Beginning, we open our attention to new places in the body and experience our own efforts with both wariness and awareness. Once we feel the outer edge of that foot in a standing pose and discover the internal shift it takes to feel the inner heel at the same time, we can stop focusing on that and begin to follow the line up the body, balancing the pelvis between the legs, then drawing the energy up the legs and in towards the pelvis and then moving our awareness from place to place, adjusting the fulcrum of our attention and effort. In beginning we must activate an acuity of attention and forge a balance in our awareness and effort.
Then we let that go. We are not perfecting a particular pressure of foot or angle of hip. We are not drawing the ribs around the body to create torque in the spine and a sore ribcage. More effort is not the goal nor does it produce bliss. Even worse than our habitual patterns might be replacing them with over efforting and rigid assumptions. In this process we can learn about inquiry, about our actions, our urgencies, and our minds.
Effort is required of the mind to observe and attend to the body in any moment. Effort is also required in the body to bring the mind into an alert and informed state. It is at this point that spaciousness and ease can enter the practice. The equation shifts when we allow the body to relax into a posture of supported effort and the mind to release judging and adjusting that effort and begin to explore being in a pose. It is this quality of being that opens the box of possibilities.
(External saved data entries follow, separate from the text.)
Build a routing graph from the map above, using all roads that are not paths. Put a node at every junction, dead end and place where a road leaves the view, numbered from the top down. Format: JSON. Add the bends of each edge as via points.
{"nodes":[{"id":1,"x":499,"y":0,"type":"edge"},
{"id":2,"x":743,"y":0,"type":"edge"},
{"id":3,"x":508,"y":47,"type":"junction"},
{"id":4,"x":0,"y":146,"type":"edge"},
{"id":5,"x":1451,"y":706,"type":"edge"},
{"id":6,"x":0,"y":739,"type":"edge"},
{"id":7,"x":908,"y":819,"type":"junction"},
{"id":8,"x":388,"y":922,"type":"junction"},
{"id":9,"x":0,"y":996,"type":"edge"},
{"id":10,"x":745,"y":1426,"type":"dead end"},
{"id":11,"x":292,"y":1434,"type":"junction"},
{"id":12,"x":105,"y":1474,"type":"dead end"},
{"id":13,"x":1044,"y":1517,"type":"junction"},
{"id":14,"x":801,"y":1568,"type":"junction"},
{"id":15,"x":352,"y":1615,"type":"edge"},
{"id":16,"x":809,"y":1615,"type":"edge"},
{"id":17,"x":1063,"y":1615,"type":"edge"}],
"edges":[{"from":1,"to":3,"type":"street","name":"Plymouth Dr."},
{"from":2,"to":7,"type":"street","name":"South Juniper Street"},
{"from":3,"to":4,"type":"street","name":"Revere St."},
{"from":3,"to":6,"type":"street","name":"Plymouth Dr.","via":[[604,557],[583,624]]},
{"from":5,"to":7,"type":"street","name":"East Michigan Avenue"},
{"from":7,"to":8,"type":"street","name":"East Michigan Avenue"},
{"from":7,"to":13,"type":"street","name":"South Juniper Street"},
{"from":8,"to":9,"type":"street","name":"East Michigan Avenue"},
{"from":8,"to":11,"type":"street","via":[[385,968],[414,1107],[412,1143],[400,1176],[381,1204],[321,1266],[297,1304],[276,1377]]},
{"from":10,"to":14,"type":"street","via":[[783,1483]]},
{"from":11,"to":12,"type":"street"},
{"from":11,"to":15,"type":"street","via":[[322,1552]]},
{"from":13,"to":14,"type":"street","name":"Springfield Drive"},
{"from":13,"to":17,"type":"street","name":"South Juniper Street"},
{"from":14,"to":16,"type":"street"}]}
It is this moment that may be missed if our practice requires constant motion and use of effort to keep going. though we may burn through resistance of one kind we may be catering to habitual patterns of resistance too. We can build muscular and cardiovascular strength and cultivate intimacy when we let go of the constant physical negotiation for deeper, harder, or really just more. In the silence of being in a pose, we find our breath, we can use the mind to soften the fierceness of the body. By opening ease in the midst of all the effort we begin a new adventure of adeptly holding a posture without continuing to "work" on it. Then the work is in the energy, breath, and awareness, supported by mindful conscious alignment of bone and muscle.
At a certain point in the twist it is important to let go of the act of twisting and experience the support and clarity of being twisted.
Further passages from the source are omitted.